INFORMATION SUPPLIED:
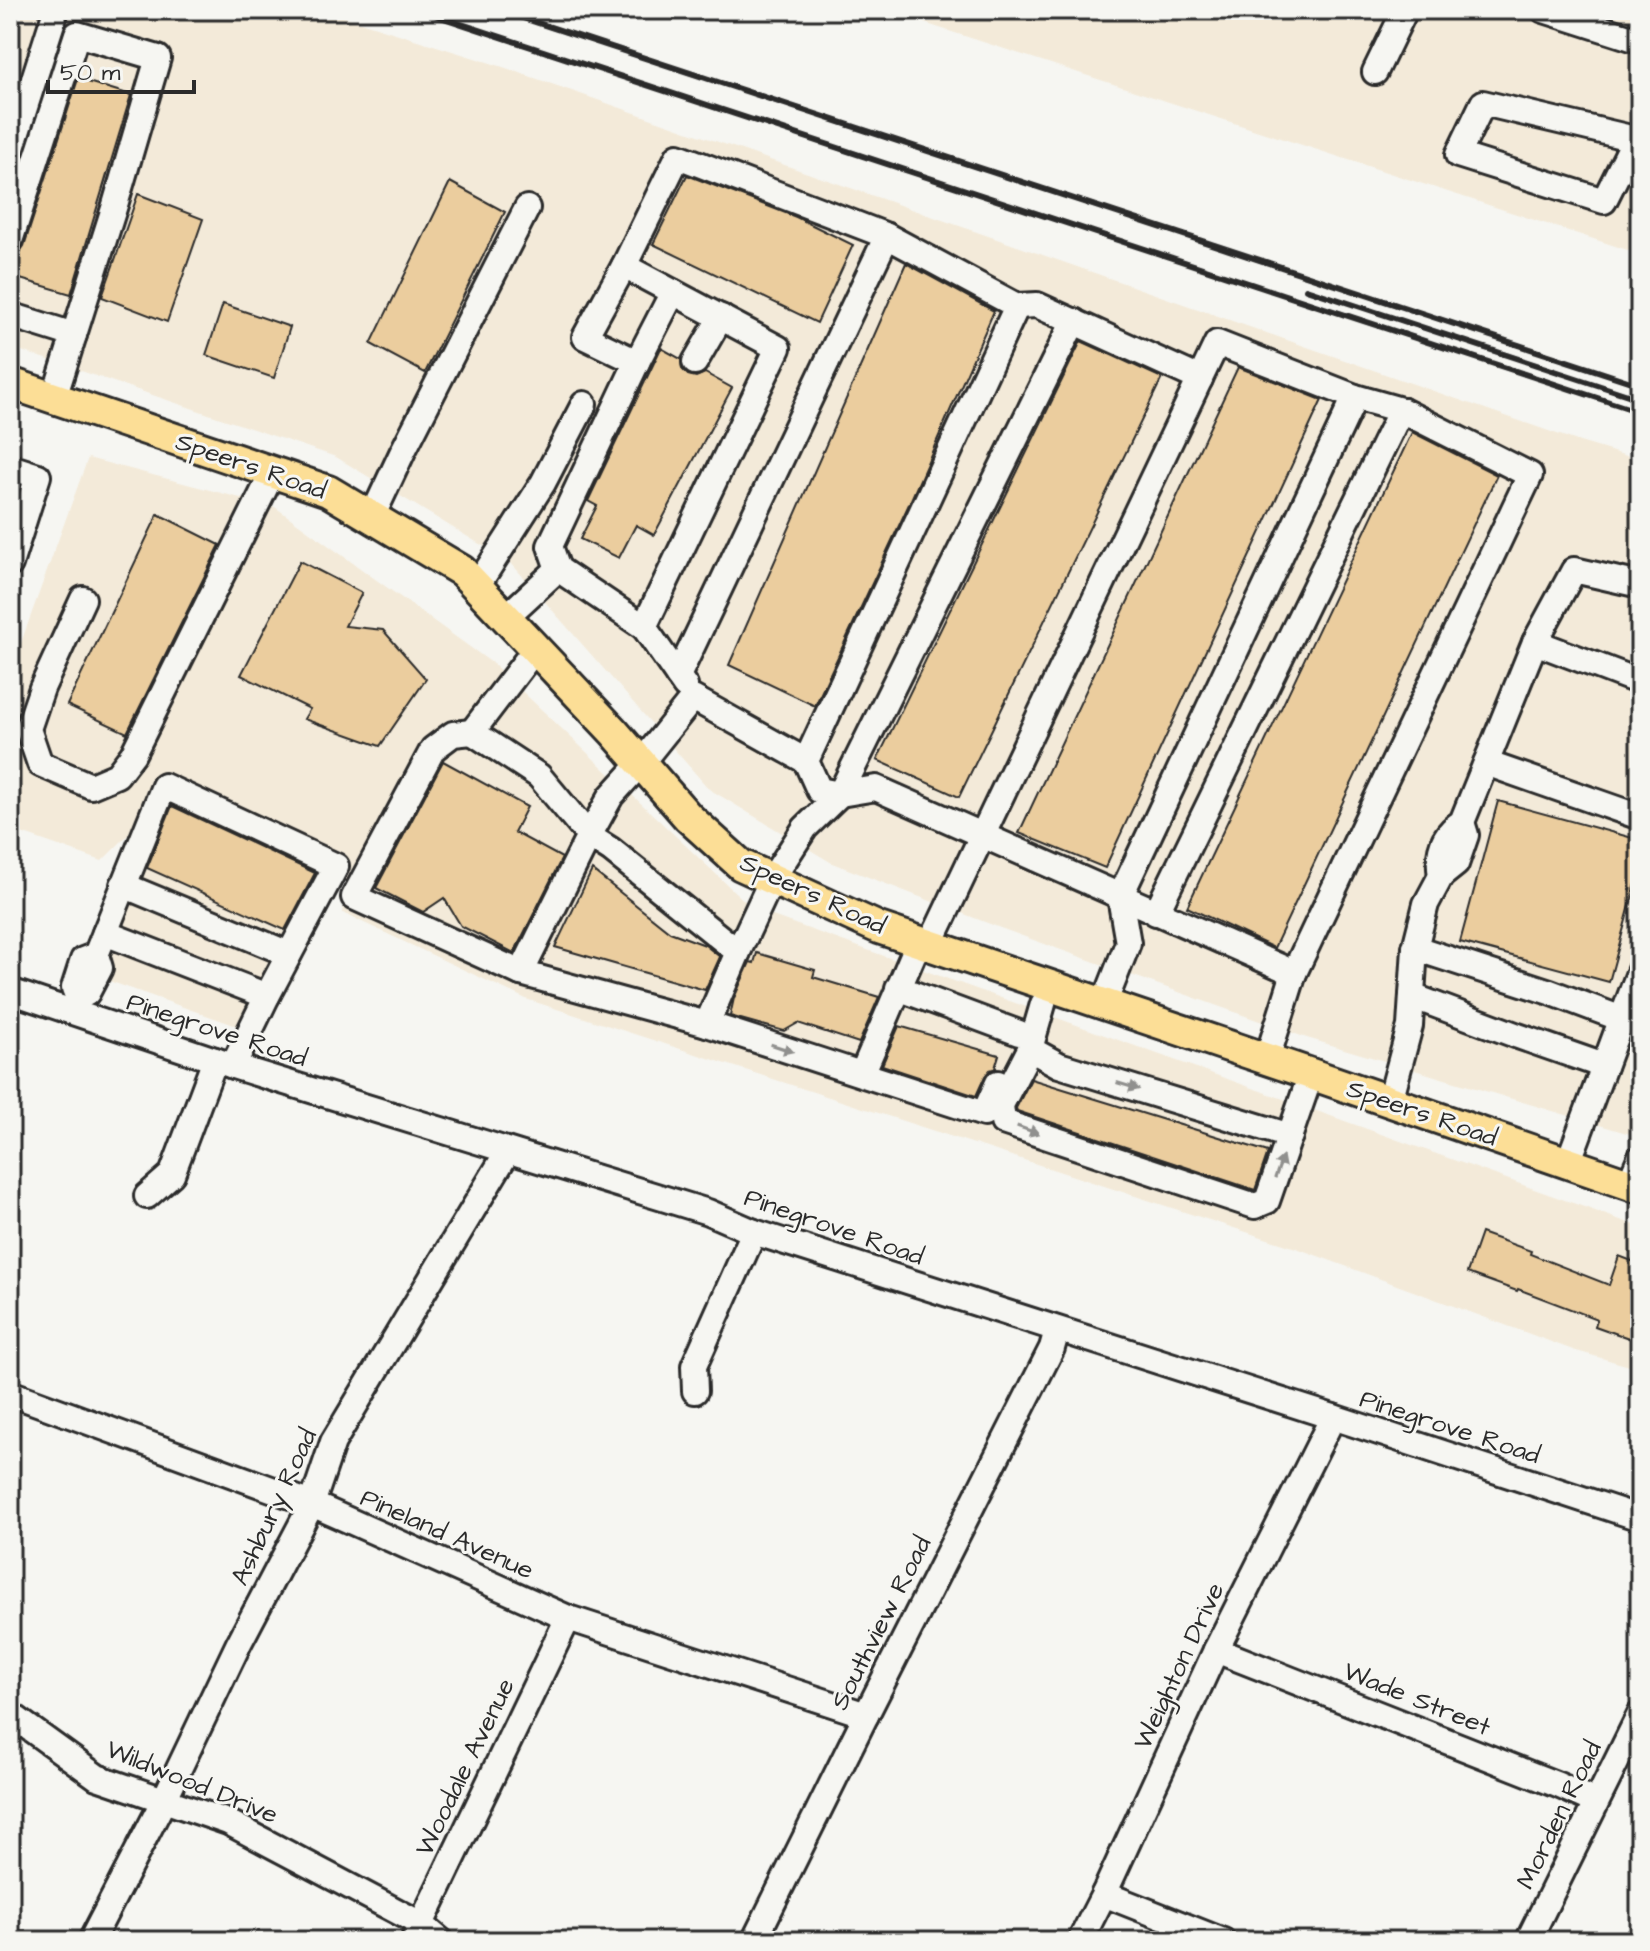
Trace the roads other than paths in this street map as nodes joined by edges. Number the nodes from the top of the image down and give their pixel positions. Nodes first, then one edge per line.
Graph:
1 (56, 10) edge
2 (1405, 10) edge
3 (1544, 10) edge
4 (1639, 41) edge
5 (1375, 72) dead end
6 (1638, 139) edge
7 (10, 154) edge
8 (527, 208) dead end
9 (887, 236) junction
10 (10, 241) edge
11 (624, 266) junction
12 (673, 292) junction
13 (1017, 306) junction
14 (10, 315) edge
15 (721, 317) junction
16 (1074, 321) junction
17 (74, 335) junction
18 (637, 362) junction
19 (695, 362) dead end
20 (1200, 379) junction
21 (10, 383) edge
22 (1355, 397) junction
23 (54, 398) junction
24 (584, 404) dead end
25 (1401, 410) junction
26 (10, 467) edge
27 (273, 472) junction
28 (372, 517) junction
29 (10, 564) edge
30 (558, 569) junction
31 (1640, 585) edge
32 (477, 586) junction
33 (83, 599) dead end
34 (506, 617) junction
35 (644, 627) junction
36 (1535, 642) junction
37 (536, 648) junction
38 (678, 676) junction
39 (1640, 682) edge
40 (693, 698) junction
41 (472, 732) junction
42 (806, 761) junction
43 (641, 763) junction
44 (1486, 763) junction
45 (840, 794) junction
46 (1640, 817) edge
47 (589, 836) junction
48 (982, 836) junction
49 (772, 879) junction
50 (123, 885) junction
51 (1120, 897) junction
52 (1156, 913) junction
53 (924, 943) junction
54 (100, 944) junction
55 (1415, 948) junction
56 (738, 952) junction
57 (289, 954) junction
58 (1640, 970) edge
59 (521, 973) junction
60 (1294, 973) junction
61 (898, 988) junction
62 (10, 991) edge
63 (1046, 995) junction
64 (267, 996) junction
65 (1412, 996) junction
66 (1104, 1004) junction
67 (75, 1005) junction
68 (1622, 1019) junction
69 (707, 1024) junction
70 (1024, 1041) junction
71 (1267, 1059) junction
72 (224, 1063) junction
73 (1604, 1066) junction
74 (862, 1074) junction
75 (1311, 1074) junction
76 (1390, 1101) junction
77 (1290, 1136) junction
78 (508, 1151) junction
79 (1568, 1163) junction
80 (1636, 1177) edge
81 (147, 1196) dead end
82 (754, 1232) junction
83 (1057, 1330) junction
84 (695, 1391) dead end
85 (10, 1393) edge
86 (1333, 1417) junction
87 (312, 1504) junction
88 (1640, 1518) edge
89 (568, 1618) junction
90 (1216, 1650) junction
91 (10, 1714) edge
92 (1640, 1714) edge
93 (866, 1715) junction
94 (164, 1800) junction
95 (1596, 1802) junction
96 (1104, 1894) junction
97 (417, 1932) edge
98 (91, 1941) edge
99 (441, 1941) edge
100 (754, 1941) edge
101 (1080, 1941) edge
102 (1223, 1941) edge
103 (1528, 1941) edge

1 - 7 street
2 - 5 street
3 - 4 street
6 - 6 street
8 - 28 street
9 - 11 street
9 - 13 street
9 - 38 street
10 - 17 street
11 - 12 street
11 - 18 street
12 - 15 street
12 - 18 street
13 - 16 street
13 - 42 street
14 - 17 street
15 - 19 street
15 - 35 street
16 - 20 street
16 - 45 street
17 - 23 street
18 - 30 street
20 - 22 street
20 - 48 street
21 - 23 main road, Speers Road
22 - 25 street
22 - 51 street
23 - 27 main road, Speers Road
24 - 32 street
25 - 52 street
25 - 60 street
26 - 29 street
27 - 28 main road, Speers Road
27 - 33 street
28 - 32 main road, Speers Road
30 - 34 street
30 - 35 street
31 - 36 street
32 - 34 main road, Speers Road
34 - 37 main road, Speers Road
35 - 38 street
36 - 39 street
36 - 44 street
37 - 41 street
37 - 43 main road, Speers Road
38 - 40 street
40 - 42 street
40 - 43 street
41 - 47 street
41 - 59 street
42 - 45 street
43 - 47 street
43 - 49 main road, Speers Road
44 - 46 street
44 - 55 street
45 - 48 street
45 - 49 street
47 - 56 street
47 - 59 street
48 - 51 street
48 - 53 street
49 - 53 main road, Speers Road
49 - 56 street
50 - 54 street
50 - 57 street
50 - 57 street
51 - 52 street
51 - 66 street
52 - 60 street
53 - 61 street
53 - 63 main road, Speers Road
54 - 64 street
54 - 67 street
55 - 65 street
55 - 68 street
56 - 69 street
57 - 64 street
58 - 68 street
59 - 69 street
60 - 71 street
61 - 70 street
61 - 74 street
62 - 67 street, Pinegrove Road
63 - 66 main road, Speers Road
63 - 70 street
64 - 72 street
65 - 73 street
65 - 76 street
66 - 71 main road, Speers Road
67 - 72 street, Pinegrove Road
68 - 73 street
69 -> 74 street
70 - 74 street
70 -> 77 street
70 -> 77 street
71 - 75 main road, Speers Road
72 - 78 street, Pinegrove Road
72 - 81 street
73 - 79 street
75 - 76 main road, Speers Road
75 - 77 street
76 - 79 main road, Speers Road
78 - 82 street, Pinegrove Road
78 - 87 street, Ashbury Road
79 - 80 main road, Speers Road
82 - 83 street, Pinegrove Road
82 - 84 street
83 - 86 street, Pinegrove Road
83 - 93 street, Southview Road
85 - 87 street, Pineland Avenue
86 - 88 street, Pinegrove Road
86 - 90 street, Weighton Drive
87 - 89 street, Pineland Avenue
87 - 94 street, Ashbury Road
89 - 93 street, Pineland Avenue
89 - 97 street, Woodale Avenue
90 - 95 street, Wade Street
90 - 96 street, Weighton Drive
91 - 94 street, Wildwood Drive
92 - 95 street, Morden Road
93 - 100 street, Southview Road
94 - 97 street, Wildwood Drive
94 - 98 street, Ashbury Road
95 - 103 street, Morden Road
96 - 101 street, Weighton Drive
96 - 102 street
97 - 99 street, Wildwood Drive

BRIEF:
Filter the records for lines containing the word "Pineland" and copy each one.

SOLUTION FOR THIS PROBLEM:
85 - 87 street, Pineland Avenue
87 - 89 street, Pineland Avenue
89 - 93 street, Pineland Avenue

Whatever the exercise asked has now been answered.